**DATA SUPPLIED:**
━━━━━━━━━━━━━━━━━━━━
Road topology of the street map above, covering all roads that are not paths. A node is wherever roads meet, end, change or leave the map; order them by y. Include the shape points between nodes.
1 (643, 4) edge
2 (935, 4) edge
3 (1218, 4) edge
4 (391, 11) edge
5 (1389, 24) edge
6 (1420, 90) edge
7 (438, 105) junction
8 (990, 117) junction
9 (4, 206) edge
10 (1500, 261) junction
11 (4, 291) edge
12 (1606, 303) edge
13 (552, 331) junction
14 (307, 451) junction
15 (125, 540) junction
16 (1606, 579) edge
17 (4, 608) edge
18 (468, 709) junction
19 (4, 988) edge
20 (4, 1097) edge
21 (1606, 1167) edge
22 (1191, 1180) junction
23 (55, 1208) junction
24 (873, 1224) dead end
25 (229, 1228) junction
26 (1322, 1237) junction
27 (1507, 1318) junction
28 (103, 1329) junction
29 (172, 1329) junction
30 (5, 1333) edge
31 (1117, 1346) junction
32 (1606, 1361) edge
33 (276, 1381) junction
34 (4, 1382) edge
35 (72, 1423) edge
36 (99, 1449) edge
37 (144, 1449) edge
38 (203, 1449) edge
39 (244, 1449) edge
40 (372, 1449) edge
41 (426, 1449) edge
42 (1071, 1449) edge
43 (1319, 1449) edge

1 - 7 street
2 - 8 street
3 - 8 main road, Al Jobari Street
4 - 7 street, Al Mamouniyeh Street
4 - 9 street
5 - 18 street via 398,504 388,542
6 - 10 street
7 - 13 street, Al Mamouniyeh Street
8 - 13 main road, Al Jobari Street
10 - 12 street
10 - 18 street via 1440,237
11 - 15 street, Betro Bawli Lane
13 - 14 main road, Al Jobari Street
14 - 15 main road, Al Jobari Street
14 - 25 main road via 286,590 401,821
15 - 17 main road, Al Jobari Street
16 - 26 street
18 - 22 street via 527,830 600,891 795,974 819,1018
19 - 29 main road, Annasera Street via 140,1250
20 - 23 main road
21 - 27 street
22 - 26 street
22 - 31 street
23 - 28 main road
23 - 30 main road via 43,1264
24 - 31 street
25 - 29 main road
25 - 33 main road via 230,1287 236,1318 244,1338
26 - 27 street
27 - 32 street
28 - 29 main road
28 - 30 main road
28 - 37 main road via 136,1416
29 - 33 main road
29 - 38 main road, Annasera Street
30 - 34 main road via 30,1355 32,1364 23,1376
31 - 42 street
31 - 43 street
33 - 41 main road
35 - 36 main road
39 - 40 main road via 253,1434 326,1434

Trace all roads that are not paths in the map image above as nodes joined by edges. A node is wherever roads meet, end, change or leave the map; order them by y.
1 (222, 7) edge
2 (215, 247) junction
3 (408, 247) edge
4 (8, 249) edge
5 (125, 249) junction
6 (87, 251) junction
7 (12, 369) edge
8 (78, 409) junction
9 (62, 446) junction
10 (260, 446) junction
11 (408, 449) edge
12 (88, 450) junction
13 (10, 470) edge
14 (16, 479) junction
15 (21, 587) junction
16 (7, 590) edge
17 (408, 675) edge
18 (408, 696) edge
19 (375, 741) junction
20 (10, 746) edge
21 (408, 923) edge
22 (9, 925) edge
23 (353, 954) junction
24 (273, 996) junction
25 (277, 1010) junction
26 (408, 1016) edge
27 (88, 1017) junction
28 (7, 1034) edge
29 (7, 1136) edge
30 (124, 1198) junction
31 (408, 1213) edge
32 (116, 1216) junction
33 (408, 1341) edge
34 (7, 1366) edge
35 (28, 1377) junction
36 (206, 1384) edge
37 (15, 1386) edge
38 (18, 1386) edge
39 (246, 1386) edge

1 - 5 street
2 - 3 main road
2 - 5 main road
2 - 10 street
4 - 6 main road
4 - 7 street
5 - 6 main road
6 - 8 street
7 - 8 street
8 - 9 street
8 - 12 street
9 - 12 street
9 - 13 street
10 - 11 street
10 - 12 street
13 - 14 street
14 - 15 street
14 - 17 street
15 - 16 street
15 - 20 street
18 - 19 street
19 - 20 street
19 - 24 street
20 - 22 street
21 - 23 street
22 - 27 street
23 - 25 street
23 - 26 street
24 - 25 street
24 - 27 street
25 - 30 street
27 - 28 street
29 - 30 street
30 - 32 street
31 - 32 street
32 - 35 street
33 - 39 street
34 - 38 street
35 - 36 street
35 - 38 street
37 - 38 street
━━━━━━━━━━━━━━━━━━━━
**AIM OF THE TASK:**
Please report every line of the records above that contains the word "leave".

**ANSWER:**
Road topology of the street map above, covering all roads that are not paths. A node is wherever roads meet, end, change or leave the map; order them by y. Include the shape points between nodes.
Trace all roads that are not paths in the map image above as nodes joined by edges. A node is wherever roads meet, end, change or leave the map; order them by y.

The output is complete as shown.